<<<<
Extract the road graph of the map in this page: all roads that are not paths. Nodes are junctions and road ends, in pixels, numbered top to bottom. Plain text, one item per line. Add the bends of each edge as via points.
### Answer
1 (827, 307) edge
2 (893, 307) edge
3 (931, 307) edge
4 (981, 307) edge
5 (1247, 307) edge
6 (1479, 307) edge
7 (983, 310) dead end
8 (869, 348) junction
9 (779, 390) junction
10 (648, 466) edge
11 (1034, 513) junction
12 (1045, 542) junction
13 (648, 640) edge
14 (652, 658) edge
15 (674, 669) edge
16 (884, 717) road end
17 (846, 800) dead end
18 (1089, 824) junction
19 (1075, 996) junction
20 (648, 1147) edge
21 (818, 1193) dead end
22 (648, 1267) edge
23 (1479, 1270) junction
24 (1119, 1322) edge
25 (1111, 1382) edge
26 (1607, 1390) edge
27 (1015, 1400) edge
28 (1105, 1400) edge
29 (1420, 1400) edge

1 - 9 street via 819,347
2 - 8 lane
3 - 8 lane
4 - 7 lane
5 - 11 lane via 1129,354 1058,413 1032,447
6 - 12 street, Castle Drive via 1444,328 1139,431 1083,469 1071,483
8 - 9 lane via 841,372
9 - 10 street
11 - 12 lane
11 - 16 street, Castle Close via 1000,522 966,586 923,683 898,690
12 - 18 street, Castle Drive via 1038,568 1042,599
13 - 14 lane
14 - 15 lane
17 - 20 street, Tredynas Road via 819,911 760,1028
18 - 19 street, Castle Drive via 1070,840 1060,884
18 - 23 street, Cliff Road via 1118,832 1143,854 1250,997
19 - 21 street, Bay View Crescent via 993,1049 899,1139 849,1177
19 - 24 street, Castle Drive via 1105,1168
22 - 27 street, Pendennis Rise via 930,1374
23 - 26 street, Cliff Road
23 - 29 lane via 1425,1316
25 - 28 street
>>>>
<<<<
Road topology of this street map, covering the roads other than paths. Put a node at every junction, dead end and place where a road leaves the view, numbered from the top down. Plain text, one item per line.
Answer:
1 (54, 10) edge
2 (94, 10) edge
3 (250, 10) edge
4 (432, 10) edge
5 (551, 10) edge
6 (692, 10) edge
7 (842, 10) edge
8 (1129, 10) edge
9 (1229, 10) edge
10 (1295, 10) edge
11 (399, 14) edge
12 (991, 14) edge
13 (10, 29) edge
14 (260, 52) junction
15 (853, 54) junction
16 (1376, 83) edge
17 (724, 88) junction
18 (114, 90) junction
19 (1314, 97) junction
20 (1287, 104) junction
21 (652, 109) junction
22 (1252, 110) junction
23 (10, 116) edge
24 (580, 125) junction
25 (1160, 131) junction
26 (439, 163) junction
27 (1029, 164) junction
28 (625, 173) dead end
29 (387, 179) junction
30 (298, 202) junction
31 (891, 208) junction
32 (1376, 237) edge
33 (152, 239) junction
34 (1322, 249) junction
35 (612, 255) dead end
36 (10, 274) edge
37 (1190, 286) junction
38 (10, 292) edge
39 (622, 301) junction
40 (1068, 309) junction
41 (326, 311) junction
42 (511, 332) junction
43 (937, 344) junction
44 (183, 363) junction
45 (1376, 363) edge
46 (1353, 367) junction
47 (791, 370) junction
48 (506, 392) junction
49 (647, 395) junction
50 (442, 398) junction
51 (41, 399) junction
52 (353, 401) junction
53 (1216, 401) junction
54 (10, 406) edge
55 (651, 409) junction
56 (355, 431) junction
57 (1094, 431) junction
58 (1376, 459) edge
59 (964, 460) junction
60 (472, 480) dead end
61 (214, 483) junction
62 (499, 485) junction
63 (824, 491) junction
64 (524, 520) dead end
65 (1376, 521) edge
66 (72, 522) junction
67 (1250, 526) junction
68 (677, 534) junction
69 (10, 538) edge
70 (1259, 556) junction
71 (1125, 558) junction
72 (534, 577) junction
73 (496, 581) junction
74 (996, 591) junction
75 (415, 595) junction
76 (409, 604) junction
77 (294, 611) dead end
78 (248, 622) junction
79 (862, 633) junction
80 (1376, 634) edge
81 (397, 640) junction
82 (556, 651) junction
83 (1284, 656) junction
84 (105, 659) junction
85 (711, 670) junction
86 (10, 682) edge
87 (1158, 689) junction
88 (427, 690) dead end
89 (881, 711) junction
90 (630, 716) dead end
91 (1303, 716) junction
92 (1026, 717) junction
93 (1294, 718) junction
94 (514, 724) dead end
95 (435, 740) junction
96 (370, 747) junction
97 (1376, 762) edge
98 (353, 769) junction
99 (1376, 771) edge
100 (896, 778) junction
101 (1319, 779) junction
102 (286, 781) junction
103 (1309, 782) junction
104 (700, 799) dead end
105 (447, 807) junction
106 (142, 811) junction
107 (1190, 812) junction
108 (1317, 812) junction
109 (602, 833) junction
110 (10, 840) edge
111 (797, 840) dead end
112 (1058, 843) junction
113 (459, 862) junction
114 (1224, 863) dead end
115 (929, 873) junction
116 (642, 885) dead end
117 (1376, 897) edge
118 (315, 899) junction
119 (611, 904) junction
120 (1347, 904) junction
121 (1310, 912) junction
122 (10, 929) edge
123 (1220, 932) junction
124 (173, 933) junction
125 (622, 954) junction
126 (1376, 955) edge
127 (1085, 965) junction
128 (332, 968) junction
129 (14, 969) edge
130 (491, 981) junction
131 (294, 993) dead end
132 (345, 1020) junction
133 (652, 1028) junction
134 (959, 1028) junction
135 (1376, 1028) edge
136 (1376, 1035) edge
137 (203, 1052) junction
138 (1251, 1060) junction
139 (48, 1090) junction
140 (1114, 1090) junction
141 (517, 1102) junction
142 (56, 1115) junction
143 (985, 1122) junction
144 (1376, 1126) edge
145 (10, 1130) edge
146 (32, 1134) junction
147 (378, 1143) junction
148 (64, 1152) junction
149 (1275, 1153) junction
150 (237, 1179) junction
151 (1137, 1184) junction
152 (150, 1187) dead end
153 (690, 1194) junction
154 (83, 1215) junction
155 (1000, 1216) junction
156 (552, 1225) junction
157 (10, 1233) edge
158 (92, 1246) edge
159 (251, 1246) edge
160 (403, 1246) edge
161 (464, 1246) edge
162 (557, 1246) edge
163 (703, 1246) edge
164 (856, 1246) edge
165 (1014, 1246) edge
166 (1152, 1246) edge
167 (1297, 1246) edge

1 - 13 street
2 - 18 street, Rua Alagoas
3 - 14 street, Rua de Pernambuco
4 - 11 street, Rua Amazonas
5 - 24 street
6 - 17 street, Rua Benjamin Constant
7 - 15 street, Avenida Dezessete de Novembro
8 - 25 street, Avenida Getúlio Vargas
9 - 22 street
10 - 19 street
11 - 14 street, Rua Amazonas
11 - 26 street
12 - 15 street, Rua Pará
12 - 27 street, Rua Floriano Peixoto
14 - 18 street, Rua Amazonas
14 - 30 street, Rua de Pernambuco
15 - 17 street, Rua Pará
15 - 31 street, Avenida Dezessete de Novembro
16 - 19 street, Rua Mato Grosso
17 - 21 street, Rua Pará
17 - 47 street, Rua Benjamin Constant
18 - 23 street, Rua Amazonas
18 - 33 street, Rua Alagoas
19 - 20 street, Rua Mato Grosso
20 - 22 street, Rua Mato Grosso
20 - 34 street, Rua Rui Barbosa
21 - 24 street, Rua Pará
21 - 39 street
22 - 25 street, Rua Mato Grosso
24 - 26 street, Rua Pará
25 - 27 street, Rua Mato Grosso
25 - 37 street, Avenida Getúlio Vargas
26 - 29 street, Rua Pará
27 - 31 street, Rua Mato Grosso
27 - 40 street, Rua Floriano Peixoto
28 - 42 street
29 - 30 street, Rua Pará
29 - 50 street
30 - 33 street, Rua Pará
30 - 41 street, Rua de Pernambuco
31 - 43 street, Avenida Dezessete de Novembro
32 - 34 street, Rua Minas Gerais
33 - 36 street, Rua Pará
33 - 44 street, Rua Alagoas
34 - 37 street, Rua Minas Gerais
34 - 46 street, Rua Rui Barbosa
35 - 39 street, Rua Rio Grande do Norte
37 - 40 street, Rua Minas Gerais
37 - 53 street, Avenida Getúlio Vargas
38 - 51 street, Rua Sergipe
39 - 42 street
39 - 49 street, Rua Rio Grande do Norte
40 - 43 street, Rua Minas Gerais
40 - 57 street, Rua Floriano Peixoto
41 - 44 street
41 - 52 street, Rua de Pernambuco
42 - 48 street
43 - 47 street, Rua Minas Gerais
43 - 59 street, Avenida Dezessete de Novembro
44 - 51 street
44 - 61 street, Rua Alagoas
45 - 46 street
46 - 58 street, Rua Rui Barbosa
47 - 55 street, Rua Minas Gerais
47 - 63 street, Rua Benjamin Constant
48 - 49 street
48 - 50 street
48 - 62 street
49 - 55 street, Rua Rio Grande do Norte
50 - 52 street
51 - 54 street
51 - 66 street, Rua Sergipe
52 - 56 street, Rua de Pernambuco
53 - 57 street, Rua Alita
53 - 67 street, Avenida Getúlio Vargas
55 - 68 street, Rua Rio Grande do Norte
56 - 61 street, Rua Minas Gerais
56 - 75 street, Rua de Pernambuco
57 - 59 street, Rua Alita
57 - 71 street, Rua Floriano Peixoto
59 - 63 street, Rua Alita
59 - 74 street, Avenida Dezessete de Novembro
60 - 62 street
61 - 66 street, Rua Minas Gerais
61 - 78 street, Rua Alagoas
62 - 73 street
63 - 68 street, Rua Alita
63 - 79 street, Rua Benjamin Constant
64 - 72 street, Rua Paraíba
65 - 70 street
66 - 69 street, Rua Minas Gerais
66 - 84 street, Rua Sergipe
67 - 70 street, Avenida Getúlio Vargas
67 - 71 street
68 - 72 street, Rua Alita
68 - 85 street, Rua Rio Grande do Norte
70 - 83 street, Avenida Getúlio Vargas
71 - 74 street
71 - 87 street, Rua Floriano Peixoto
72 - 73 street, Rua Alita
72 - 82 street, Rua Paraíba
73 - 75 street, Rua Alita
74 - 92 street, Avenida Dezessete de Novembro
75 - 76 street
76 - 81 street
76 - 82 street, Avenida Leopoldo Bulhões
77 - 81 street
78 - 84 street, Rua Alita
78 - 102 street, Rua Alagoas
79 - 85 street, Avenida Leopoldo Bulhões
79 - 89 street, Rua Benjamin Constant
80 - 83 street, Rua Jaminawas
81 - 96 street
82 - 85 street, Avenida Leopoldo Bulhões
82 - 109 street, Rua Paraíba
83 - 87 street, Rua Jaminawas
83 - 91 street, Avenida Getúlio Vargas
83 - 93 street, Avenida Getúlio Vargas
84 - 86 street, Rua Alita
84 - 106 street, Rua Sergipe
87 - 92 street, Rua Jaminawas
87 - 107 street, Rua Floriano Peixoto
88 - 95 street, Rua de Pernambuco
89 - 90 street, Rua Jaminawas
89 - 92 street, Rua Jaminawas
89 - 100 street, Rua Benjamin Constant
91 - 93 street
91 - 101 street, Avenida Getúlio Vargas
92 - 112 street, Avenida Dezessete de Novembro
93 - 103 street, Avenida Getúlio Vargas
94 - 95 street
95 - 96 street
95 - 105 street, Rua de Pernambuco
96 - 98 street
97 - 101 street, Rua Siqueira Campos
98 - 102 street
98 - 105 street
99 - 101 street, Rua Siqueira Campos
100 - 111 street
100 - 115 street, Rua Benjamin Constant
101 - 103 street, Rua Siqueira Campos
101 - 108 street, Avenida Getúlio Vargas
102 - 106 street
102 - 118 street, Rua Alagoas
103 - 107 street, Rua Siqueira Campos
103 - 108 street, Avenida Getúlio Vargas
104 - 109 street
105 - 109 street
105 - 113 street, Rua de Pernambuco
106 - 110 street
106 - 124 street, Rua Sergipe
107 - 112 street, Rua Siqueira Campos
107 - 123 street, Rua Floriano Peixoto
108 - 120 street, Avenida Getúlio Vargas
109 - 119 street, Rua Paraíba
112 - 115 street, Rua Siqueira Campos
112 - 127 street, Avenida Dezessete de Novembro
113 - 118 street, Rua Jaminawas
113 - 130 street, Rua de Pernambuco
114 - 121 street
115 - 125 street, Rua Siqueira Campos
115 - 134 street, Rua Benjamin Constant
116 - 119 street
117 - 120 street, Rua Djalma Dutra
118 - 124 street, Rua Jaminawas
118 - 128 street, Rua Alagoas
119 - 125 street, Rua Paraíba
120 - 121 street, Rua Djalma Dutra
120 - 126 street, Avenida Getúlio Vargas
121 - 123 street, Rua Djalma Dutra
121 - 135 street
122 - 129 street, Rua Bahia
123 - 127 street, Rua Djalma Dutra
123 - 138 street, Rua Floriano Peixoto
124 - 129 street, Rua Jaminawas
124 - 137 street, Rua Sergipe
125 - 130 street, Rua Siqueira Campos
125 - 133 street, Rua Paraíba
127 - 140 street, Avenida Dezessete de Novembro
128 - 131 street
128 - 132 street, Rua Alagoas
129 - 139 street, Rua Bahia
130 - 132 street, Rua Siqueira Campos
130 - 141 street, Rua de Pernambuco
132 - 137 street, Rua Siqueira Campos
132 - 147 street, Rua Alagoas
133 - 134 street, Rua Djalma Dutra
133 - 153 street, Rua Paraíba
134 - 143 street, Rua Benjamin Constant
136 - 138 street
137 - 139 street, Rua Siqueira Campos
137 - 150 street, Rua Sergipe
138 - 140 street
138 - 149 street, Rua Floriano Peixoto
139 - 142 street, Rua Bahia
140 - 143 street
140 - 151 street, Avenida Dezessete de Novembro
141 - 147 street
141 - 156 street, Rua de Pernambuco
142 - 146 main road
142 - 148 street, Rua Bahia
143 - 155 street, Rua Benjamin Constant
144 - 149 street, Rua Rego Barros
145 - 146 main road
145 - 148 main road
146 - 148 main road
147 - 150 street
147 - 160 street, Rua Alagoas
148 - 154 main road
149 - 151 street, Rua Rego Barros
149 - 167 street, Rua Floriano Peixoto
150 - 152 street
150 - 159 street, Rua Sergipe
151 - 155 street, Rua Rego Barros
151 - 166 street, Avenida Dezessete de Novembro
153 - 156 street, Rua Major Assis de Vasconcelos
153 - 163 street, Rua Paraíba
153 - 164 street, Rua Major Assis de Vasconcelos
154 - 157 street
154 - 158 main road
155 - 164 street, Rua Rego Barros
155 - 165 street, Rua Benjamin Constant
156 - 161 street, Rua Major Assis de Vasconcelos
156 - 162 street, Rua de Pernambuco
>>>>
Activity ->
Pick every line from the listing holding the string "Novembro", and copy it.

Result for this task ->
7 - 15 street, Avenida Dezessete de Novembro
15 - 31 street, Avenida Dezessete de Novembro
31 - 43 street, Avenida Dezessete de Novembro
43 - 59 street, Avenida Dezessete de Novembro
59 - 74 street, Avenida Dezessete de Novembro
74 - 92 street, Avenida Dezessete de Novembro
92 - 112 street, Avenida Dezessete de Novembro
112 - 127 street, Avenida Dezessete de Novembro
127 - 140 street, Avenida Dezessete de Novembro
140 - 151 street, Avenida Dezessete de Novembro
151 - 166 street, Avenida Dezessete de Novembro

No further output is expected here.